2

I'm working on a new version of git-stats a tool to make some graphs based on Git commits, authors etc.

In the current version it accepts identical commit ids, namespacing the project names:

{
   "some-project-url" { "hash1": "date", ... }
   "some-project-url-fork" { "hash1": "date", ..., "commit-in-fork-id": "date" }
}

I want to remove the requirement of storing the project url, that means not have identical hashes.

Now I'm thinking if this is a good move.

When multiple projects are imported and each commit is stored once, what is the probability to have two identical ids?

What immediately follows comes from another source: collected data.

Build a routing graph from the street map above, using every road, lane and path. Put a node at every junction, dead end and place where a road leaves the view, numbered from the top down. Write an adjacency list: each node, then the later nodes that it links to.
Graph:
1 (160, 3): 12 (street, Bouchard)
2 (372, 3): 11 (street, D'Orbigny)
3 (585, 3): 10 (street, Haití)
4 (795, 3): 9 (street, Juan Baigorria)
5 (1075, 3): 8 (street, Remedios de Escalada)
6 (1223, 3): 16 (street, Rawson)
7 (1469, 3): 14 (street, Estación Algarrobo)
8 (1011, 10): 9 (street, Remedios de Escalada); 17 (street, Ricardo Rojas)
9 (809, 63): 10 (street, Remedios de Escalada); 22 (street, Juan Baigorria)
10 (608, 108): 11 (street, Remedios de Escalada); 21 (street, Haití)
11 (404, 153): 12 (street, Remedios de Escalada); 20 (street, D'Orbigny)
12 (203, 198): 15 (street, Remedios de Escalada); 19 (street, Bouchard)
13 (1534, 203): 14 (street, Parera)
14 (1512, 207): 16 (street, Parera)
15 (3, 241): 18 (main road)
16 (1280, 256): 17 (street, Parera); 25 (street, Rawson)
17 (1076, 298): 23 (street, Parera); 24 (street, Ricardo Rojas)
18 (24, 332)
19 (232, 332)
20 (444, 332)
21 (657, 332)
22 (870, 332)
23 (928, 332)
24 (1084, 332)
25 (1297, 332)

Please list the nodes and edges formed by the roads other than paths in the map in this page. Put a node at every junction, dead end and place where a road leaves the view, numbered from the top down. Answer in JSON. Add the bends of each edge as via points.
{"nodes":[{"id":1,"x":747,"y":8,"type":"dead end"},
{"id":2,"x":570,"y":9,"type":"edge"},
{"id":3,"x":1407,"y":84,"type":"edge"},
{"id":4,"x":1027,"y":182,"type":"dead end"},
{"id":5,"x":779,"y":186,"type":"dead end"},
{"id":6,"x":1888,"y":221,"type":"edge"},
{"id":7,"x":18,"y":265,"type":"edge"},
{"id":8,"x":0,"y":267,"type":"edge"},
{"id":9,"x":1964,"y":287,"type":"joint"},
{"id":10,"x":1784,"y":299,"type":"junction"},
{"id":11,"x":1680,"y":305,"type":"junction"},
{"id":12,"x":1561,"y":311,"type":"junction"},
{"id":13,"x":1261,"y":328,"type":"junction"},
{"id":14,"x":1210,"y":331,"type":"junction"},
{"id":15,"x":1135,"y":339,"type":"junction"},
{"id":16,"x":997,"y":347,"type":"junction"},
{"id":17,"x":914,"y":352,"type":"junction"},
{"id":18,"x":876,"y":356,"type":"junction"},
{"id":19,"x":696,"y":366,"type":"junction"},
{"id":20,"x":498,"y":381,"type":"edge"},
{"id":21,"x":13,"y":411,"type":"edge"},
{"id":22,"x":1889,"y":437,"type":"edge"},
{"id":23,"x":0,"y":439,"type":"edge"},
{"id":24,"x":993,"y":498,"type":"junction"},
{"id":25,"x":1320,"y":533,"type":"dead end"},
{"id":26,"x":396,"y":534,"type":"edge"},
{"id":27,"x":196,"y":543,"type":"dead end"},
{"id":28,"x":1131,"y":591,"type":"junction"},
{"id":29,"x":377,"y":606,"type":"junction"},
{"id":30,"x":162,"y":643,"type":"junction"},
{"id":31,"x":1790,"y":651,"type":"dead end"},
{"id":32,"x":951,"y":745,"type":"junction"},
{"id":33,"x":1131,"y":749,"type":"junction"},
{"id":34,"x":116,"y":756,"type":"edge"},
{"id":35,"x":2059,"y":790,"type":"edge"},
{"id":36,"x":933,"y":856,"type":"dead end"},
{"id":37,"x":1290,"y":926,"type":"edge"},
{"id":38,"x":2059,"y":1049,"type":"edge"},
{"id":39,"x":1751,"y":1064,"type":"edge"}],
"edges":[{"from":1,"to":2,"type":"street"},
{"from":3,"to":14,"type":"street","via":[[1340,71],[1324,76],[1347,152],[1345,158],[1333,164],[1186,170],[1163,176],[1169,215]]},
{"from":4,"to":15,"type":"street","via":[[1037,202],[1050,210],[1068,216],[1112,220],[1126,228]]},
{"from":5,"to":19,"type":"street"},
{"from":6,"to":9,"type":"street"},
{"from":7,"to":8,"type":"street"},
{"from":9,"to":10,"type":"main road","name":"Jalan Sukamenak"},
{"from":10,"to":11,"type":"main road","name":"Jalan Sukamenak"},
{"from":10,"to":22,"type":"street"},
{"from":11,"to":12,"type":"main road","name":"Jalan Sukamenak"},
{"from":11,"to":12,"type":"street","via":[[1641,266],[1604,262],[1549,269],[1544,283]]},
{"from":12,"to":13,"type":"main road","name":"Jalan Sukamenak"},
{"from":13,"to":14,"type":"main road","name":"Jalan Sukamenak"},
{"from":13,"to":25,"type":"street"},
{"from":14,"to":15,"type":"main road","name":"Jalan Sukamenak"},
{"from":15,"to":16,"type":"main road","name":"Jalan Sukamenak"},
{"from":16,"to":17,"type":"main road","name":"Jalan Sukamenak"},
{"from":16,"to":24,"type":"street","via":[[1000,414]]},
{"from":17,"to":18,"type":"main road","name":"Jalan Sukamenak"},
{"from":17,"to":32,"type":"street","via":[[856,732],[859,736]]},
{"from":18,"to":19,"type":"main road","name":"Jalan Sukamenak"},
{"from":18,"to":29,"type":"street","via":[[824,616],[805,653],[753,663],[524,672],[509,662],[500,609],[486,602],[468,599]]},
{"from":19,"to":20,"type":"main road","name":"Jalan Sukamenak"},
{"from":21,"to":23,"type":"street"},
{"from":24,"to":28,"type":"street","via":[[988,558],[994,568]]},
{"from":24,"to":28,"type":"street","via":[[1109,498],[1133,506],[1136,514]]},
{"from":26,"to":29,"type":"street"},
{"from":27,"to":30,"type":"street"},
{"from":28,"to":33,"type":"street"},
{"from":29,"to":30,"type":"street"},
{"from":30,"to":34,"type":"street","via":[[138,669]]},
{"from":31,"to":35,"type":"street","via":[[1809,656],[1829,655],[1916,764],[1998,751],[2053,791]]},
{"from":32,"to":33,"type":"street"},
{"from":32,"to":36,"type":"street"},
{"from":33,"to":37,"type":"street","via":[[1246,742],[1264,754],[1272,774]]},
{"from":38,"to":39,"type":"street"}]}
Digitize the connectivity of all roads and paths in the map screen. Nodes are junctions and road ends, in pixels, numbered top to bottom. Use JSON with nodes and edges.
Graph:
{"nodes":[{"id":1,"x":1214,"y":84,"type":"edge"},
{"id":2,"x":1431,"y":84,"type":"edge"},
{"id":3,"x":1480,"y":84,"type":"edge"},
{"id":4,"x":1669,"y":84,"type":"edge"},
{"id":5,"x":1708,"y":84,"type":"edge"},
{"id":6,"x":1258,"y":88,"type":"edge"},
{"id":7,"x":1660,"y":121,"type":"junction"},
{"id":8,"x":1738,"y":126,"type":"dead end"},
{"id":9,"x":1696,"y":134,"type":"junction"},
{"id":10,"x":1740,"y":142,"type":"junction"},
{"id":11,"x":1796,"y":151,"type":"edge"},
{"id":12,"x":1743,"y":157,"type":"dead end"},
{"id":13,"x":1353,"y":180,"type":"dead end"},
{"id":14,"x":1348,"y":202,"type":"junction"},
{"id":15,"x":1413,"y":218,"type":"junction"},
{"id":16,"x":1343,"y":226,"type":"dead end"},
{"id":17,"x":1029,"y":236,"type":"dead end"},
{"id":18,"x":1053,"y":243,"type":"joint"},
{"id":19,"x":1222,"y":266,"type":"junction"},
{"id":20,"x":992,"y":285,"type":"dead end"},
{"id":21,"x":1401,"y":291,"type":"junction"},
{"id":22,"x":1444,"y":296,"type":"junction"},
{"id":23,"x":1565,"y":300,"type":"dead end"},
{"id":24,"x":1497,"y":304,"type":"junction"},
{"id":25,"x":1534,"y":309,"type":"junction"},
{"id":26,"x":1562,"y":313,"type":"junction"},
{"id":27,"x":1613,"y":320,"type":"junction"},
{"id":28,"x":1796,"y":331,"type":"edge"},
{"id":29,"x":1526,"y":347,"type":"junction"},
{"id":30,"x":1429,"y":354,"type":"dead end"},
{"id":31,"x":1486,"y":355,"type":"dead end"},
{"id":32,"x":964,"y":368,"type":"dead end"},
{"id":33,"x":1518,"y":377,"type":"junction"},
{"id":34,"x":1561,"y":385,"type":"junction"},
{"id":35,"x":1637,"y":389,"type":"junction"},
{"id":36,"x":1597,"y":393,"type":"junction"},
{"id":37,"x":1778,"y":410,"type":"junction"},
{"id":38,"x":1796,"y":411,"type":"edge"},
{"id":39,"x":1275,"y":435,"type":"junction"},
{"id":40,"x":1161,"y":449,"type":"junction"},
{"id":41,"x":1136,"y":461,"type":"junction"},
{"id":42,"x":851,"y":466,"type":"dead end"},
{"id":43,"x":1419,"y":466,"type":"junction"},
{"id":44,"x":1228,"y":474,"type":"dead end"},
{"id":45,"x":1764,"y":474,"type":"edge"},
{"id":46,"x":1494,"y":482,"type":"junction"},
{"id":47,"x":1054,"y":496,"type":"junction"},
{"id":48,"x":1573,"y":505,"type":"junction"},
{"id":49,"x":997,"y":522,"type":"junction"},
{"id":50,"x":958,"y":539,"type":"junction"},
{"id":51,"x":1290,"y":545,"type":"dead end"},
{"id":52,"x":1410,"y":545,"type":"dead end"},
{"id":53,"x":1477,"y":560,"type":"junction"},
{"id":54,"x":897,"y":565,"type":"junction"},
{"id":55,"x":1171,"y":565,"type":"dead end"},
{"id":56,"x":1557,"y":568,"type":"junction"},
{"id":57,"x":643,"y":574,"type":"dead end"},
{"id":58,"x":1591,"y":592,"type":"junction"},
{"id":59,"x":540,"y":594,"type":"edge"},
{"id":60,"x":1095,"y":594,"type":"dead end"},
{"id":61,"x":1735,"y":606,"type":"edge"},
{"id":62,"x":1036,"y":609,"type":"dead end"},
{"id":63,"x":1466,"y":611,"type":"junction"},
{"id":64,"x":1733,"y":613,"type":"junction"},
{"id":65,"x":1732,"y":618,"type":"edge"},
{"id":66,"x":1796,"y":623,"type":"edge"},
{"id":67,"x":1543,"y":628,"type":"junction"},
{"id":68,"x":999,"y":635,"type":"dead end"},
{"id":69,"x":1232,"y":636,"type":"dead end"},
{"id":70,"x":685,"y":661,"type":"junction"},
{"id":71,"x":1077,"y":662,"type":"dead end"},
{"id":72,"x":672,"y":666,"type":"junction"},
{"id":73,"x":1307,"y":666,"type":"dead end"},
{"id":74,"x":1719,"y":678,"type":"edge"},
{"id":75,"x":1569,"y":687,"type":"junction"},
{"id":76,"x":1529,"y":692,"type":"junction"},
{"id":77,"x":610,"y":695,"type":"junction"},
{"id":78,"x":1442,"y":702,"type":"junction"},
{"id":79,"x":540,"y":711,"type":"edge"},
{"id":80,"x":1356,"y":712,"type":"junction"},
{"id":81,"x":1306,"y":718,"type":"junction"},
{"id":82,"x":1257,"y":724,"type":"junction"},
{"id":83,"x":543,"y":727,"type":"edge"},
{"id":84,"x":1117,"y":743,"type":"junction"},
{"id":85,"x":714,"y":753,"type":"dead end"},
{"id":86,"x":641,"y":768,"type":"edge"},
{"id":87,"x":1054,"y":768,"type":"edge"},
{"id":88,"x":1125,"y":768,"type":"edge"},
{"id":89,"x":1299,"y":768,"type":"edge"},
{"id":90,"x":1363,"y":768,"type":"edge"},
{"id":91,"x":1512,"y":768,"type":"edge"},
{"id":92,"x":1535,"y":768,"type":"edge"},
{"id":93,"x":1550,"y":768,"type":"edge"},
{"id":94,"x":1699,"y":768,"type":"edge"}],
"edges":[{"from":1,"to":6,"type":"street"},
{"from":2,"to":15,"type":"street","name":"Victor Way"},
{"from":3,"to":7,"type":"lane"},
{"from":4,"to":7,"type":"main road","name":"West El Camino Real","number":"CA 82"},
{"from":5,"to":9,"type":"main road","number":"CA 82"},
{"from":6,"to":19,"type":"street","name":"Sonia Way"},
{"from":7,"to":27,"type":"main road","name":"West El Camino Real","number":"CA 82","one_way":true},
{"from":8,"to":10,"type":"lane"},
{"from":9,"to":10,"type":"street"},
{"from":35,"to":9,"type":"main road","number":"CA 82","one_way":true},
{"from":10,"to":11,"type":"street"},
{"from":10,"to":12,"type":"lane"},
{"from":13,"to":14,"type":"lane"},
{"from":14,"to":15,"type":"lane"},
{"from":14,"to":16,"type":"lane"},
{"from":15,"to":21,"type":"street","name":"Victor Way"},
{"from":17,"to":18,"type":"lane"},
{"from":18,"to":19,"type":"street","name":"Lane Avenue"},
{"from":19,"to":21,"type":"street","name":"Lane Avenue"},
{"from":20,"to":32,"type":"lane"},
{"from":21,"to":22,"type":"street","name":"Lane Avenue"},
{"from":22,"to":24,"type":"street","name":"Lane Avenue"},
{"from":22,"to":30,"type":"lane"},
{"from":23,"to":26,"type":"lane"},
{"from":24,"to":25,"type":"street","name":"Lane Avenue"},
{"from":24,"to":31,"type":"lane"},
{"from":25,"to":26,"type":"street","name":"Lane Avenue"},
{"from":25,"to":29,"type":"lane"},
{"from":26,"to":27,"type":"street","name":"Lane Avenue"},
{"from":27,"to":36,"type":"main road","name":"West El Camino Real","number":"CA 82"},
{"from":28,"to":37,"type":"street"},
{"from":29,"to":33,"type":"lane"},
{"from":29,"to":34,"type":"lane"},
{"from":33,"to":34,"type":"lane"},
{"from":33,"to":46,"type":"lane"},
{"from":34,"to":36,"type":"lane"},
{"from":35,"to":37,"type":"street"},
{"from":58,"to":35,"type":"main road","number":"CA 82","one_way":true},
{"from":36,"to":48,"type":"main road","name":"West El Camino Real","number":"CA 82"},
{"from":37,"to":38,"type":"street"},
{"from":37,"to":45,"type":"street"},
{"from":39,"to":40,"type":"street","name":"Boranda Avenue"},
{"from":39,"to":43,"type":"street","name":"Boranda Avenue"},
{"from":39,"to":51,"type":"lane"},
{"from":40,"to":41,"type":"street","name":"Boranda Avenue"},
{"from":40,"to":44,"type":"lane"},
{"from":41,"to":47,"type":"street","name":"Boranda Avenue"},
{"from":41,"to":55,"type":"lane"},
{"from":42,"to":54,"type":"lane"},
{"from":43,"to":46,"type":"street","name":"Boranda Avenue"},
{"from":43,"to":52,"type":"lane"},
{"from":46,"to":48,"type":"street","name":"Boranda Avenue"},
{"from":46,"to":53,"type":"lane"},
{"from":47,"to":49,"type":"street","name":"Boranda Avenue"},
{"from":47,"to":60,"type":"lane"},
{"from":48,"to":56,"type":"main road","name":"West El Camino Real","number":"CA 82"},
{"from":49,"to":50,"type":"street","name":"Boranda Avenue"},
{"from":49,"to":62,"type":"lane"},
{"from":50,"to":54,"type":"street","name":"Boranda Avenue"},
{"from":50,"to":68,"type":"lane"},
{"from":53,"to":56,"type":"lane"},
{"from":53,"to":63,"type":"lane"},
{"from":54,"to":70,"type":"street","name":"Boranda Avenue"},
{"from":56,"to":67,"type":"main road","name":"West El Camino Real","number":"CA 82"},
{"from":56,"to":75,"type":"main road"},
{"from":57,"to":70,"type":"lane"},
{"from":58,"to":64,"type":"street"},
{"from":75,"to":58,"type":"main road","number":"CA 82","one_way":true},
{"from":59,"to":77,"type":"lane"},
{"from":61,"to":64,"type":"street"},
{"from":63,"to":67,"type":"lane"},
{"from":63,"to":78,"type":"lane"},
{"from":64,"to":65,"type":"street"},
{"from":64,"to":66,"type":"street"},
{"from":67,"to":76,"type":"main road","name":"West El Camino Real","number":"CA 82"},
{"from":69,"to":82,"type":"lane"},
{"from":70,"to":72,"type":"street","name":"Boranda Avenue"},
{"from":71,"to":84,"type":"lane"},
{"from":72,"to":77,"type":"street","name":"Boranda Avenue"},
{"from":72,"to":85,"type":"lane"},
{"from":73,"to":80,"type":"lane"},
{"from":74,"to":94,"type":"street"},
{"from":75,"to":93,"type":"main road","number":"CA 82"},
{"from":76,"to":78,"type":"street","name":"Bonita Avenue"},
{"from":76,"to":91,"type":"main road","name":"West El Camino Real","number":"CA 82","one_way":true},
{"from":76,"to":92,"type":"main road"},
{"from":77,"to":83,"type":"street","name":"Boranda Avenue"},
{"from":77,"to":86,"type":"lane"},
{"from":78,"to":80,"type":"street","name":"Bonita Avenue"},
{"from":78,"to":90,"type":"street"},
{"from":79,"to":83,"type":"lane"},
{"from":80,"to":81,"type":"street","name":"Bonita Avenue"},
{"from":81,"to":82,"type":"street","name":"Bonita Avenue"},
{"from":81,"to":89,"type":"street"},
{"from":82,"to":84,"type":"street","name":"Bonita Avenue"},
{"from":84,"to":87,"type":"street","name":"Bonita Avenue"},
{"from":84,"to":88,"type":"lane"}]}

Actually, in the real life, when does it happen to have two identical ids (in two different projects)?

Ionică Bizău
  • 109,027
  • 88
  • 289
  • 474
  • 1
    Same question as for SHA-1 Collision since the git hash is created with SHA-1 – Zelldon Jul 10 '15 at 07:12
  • Since Git commit IDs are SHA-1 hashes, you’re essentially looking for SHA-1 hash collisions. Those are of course possible (they are mathematically guaranteed :P), but so far, collisions have been difficult to find with SHA-1. In normal GIt projects, it’s unlikely that you will ever run into a collision. Taking the Linux project as an example, the largest Git project to date, the hashes are that unique there that they can still refer to commits using only the first few characters, so there are not really collisions, no. – poke Jul 10 '15 at 07:20
  • Read [this one](http://www.quora.com/What-is-the-probability-that-two-two-commits-of-different-git-repositories-have-exact-same-SHA-hash) – ckruczek Jul 10 '15 at 07:21
  • @poke true, you can refer to abbreviated SHA1, but that has evolved over time: http://stackoverflow.com/a/21015031/6309 – VonC Jul 10 '15 at 07:24
  • @ckruczek Interesting -- so, my users should be luckily to find two identical ids in their projects. :) – Ionică Bizău Jul 10 '15 at 07:26
  • They won't find any :) – ckruczek Jul 10 '15 at 07:28
  • 1
    @Joost Ah, indeed! True, true, true! – Ionică Bizău Jul 10 '15 at 07:33
  • I've added it as an answer now, instead. – Joost Jul 10 '15 at 08:13

2 Answers2

5

SHA-1 hashes consist of 160 bits, allowing for 2^160 = 1.4615e+48 combinations. The birthday paradox makes it so that it'll only take roughly the root of this number (roughly 2^80) to get a 50% chance of collisions, but that's still enormous. Note, however, that the input to the hash is not at all uniformly random, as it is simply the hash over the commit data (see here).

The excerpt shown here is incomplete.